BEGIN

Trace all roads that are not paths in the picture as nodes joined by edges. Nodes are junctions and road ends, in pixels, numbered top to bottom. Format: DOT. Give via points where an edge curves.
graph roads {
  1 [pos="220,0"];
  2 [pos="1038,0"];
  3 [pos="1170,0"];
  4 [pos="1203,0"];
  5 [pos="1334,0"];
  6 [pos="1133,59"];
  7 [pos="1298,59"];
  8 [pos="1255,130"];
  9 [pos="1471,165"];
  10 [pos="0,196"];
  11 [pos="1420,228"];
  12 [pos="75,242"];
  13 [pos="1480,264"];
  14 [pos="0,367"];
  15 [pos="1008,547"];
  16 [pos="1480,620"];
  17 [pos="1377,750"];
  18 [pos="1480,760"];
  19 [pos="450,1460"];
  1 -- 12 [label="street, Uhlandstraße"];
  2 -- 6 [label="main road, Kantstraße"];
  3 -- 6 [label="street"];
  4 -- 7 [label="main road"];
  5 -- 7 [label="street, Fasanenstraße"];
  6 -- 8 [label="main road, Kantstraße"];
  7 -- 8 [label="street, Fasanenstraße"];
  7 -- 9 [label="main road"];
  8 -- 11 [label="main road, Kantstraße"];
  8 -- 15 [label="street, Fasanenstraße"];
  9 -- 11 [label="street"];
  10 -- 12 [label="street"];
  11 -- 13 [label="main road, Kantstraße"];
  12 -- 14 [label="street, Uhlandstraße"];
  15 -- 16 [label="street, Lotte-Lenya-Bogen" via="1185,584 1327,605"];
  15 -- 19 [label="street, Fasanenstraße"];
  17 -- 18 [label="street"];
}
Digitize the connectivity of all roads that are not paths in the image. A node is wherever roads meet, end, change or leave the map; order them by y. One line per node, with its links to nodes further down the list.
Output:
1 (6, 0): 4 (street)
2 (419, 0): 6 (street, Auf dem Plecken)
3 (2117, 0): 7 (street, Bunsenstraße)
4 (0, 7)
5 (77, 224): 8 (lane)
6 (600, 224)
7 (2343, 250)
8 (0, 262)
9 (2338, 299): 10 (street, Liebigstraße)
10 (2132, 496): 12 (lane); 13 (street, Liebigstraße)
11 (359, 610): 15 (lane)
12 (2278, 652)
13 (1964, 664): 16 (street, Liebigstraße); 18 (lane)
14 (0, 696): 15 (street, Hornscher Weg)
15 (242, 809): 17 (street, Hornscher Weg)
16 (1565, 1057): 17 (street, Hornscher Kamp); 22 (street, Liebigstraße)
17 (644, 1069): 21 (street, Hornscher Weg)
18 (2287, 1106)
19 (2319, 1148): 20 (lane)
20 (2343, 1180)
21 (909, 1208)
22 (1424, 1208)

END

Would you output the whole listing exactly as written?

▶ _Answer to this task_:
Trace all roads that are not paths in the picture as nodes joined by edges. Nodes are junctions and road ends, in pixels, numbered top to bottom. Format: DOT. Give via points where an edge curves.
graph roads {
  1 [pos="220,0"];
  2 [pos="1038,0"];
  3 [pos="1170,0"];
  4 [pos="1203,0"];
  5 [pos="1334,0"];
  6 [pos="1133,59"];
  7 [pos="1298,59"];
  8 [pos="1255,130"];
  9 [pos="1471,165"];
  10 [pos="0,196"];
  11 [pos="1420,228"];
  12 [pos="75,242"];
  13 [pos="1480,264"];
  14 [pos="0,367"];
  15 [pos="1008,547"];
  16 [pos="1480,620"];
  17 [pos="1377,750"];
  18 [pos="1480,760"];
  19 [pos="450,1460"];
  1 -- 12 [label="street, Uhlandstraße"];
  2 -- 6 [label="main road, Kantstraße"];
  3 -- 6 [label="street"];
  4 -- 7 [label="main road"];
  5 -- 7 [label="street, Fasanenstraße"];
  6 -- 8 [label="main road, Kantstraße"];
  7 -- 8 [label="street, Fasanenstraße"];
  7 -- 9 [label="main road"];
  8 -- 11 [label="main road, Kantstraße"];
  8 -- 15 [label="street, Fasanenstraße"];
  9 -- 11 [label="street"];
  10 -- 12 [label="street"];
  11 -- 13 [label="main road, Kantstraße"];
  12 -- 14 [label="street, Uhlandstraße"];
  15 -- 16 [label="street, Lotte-Lenya-Bogen" via="1185,584 1327,605"];
  15 -- 19 [label="street, Fasanenstraße"];
  17 -- 18 [label="street"];
}
Digitize the connectivity of all roads that are not paths in the image. A node is wherever roads meet, end, change or leave the map; order them by y. One line per node, with its links to nodes further down the list.
Output:
1 (6, 0): 4 (street)
2 (419, 0): 6 (street, Auf dem Plecken)
3 (2117, 0): 7 (street, Bunsenstraße)
4 (0, 7)
5 (77, 224): 8 (lane)
6 (600, 224)
7 (2343, 250)
8 (0, 262)
9 (2338, 299): 10 (street, Liebigstraße)
10 (2132, 496): 12 (lane); 13 (street, Liebigstraße)
11 (359, 610): 15 (lane)
12 (2278, 652)
13 (1964, 664): 16 (street, Liebigstraße); 18 (lane)
14 (0, 696): 15 (street, Hornscher Weg)
15 (242, 809): 17 (street, Hornscher Weg)
16 (1565, 1057): 17 (street, Hornscher Kamp); 22 (street, Liebigstraße)
17 (644, 1069): 21 (street, Hornscher Weg)
18 (2287, 1106)
19 (2319, 1148): 20 (lane)
20 (2343, 1180)
21 (909, 1208)
22 (1424, 1208)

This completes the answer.